(Excerpted records)

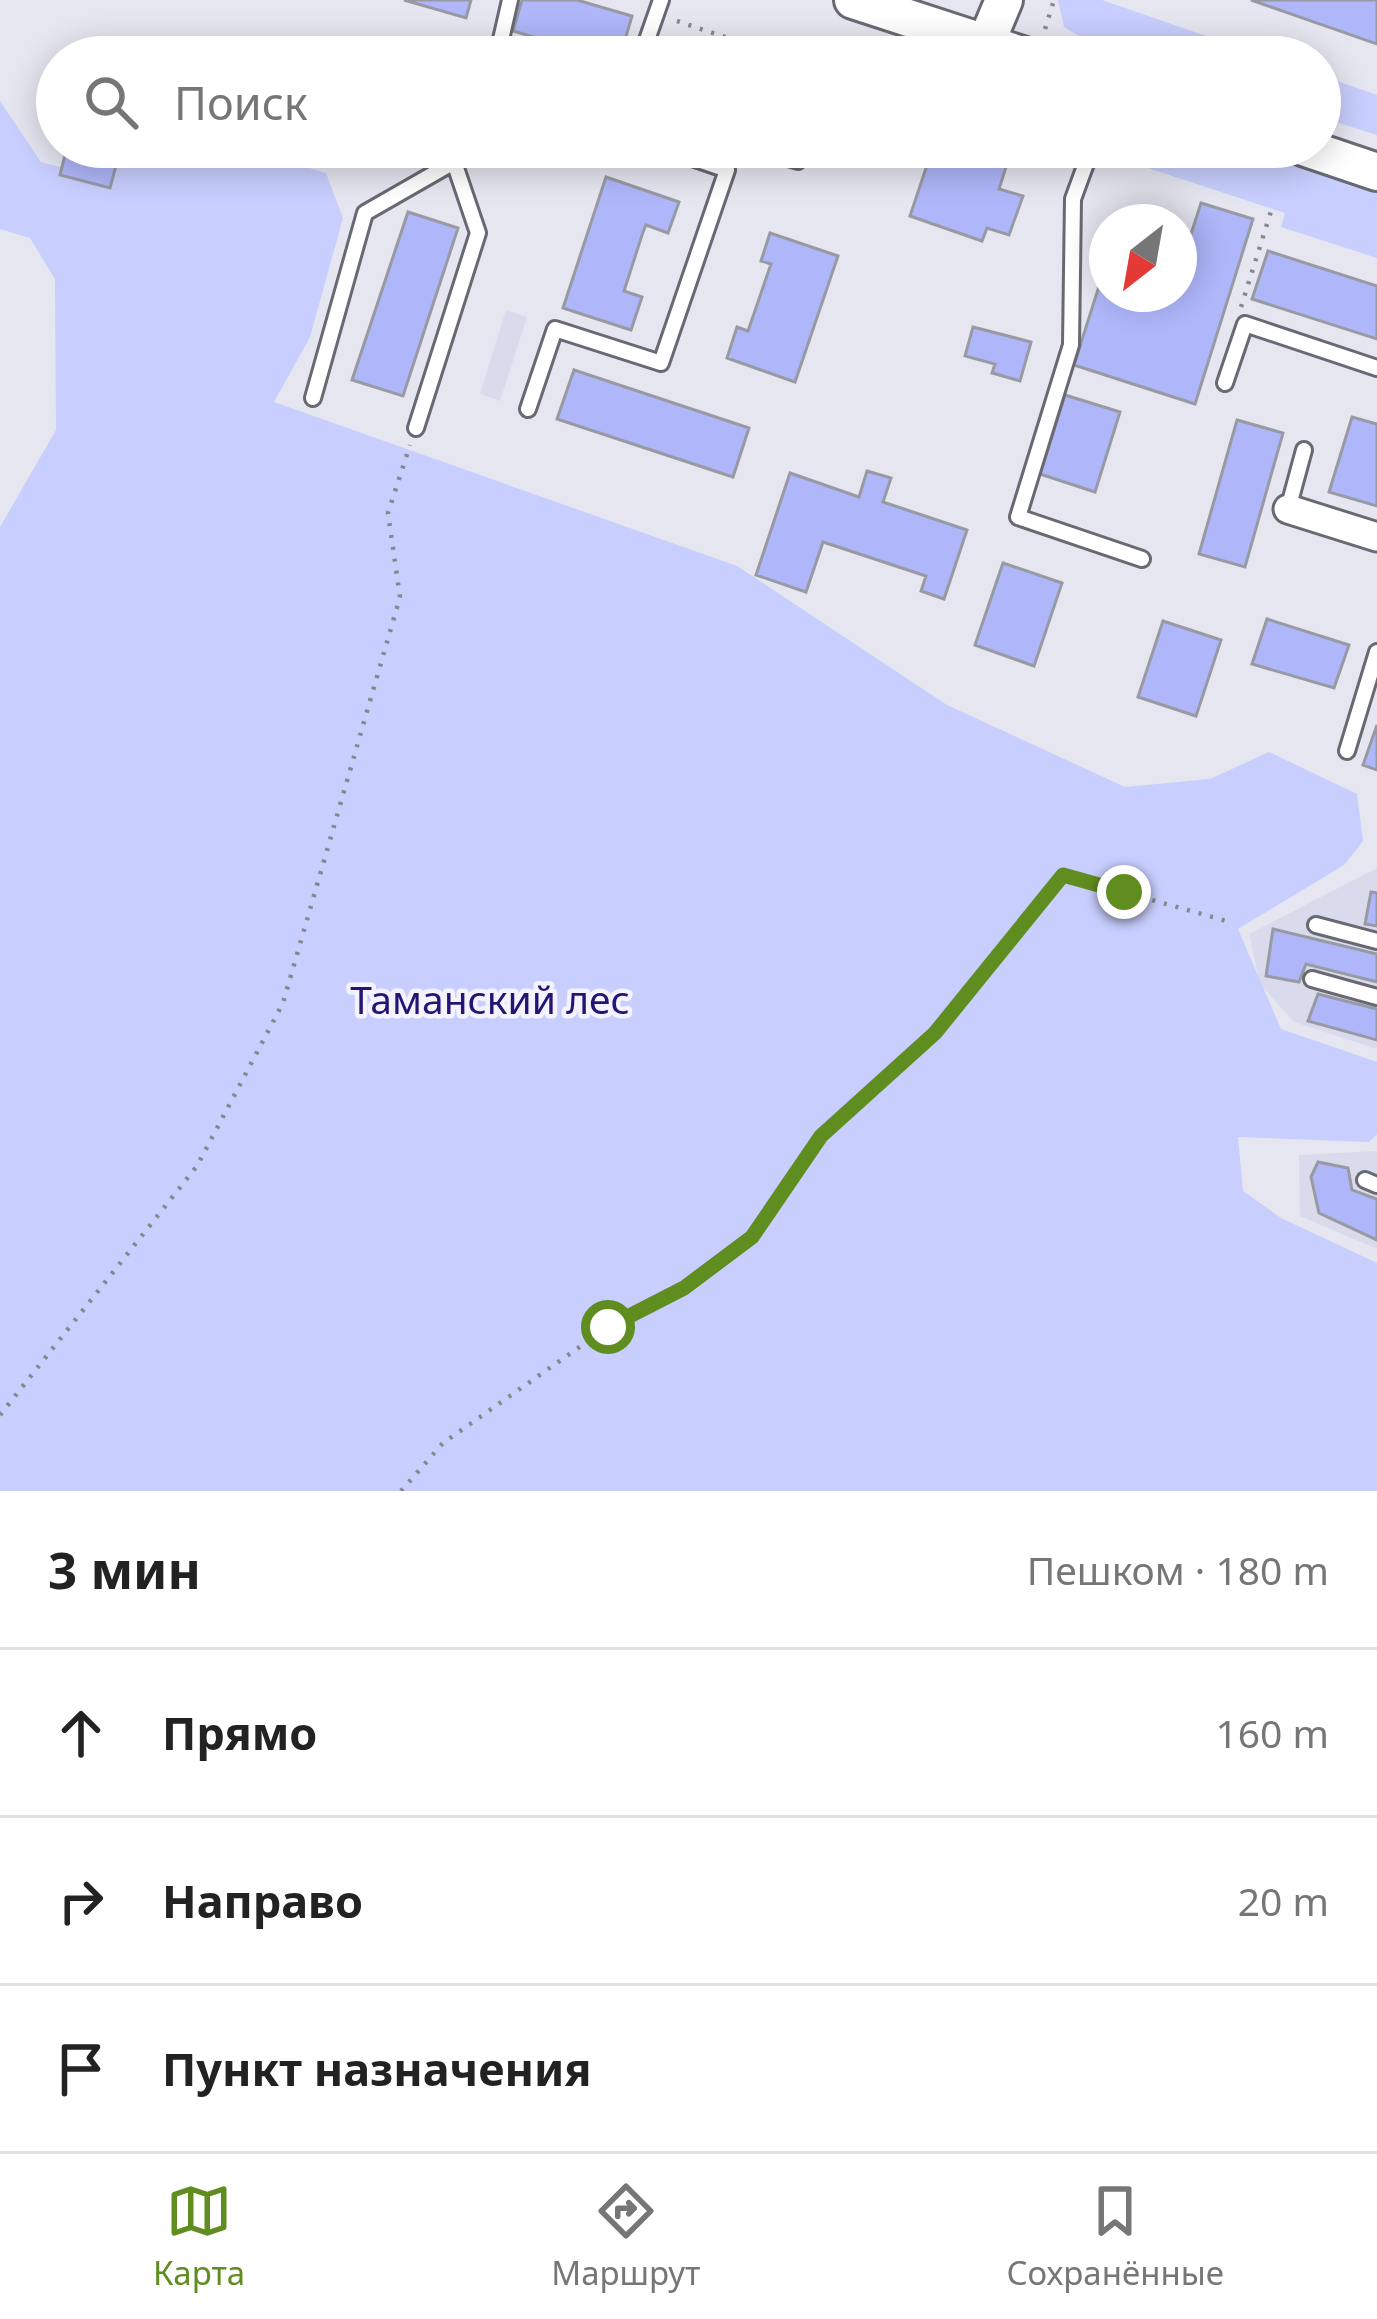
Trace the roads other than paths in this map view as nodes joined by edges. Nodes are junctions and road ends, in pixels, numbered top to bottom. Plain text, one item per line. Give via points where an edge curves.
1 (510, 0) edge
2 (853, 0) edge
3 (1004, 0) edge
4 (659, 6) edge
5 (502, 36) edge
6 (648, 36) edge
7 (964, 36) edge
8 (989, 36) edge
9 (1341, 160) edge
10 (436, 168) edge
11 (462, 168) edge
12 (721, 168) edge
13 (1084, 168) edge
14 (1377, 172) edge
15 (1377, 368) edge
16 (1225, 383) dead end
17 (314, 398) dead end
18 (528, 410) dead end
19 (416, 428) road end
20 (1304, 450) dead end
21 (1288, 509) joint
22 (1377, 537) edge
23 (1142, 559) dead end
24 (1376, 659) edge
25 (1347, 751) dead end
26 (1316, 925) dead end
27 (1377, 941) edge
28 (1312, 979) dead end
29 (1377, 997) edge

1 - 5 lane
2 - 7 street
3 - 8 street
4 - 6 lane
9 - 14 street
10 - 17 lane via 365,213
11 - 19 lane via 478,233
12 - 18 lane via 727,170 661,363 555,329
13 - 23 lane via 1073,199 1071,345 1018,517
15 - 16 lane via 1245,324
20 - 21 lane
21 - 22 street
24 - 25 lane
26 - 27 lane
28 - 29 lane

(End Excerpted records)

§ Problem: Reprint the entries above exactly, images removed.

§ Response:
Trace the roads other than paths in this map view as nodes joined by edges. Nodes are junctions and road ends, in pixels, numbered top to bottom. Plain text, one item per line. Give via points where an edge curves.
1 (510, 0) edge
2 (853, 0) edge
3 (1004, 0) edge
4 (659, 6) edge
5 (502, 36) edge
6 (648, 36) edge
7 (964, 36) edge
8 (989, 36) edge
9 (1341, 160) edge
10 (436, 168) edge
11 (462, 168) edge
12 (721, 168) edge
13 (1084, 168) edge
14 (1377, 172) edge
15 (1377, 368) edge
16 (1225, 383) dead end
17 (314, 398) dead end
18 (528, 410) dead end
19 (416, 428) road end
20 (1304, 450) dead end
21 (1288, 509) joint
22 (1377, 537) edge
23 (1142, 559) dead end
24 (1376, 659) edge
25 (1347, 751) dead end
26 (1316, 925) dead end
27 (1377, 941) edge
28 (1312, 979) dead end
29 (1377, 997) edge

1 - 5 lane
2 - 7 street
3 - 8 street
4 - 6 lane
9 - 14 street
10 - 17 lane via 365,213
11 - 19 lane via 478,233
12 - 18 lane via 727,170 661,363 555,329
13 - 23 lane via 1073,199 1071,345 1018,517
15 - 16 lane via 1245,324
20 - 21 lane
21 - 22 street
24 - 25 lane
26 - 27 lane
28 - 29 lane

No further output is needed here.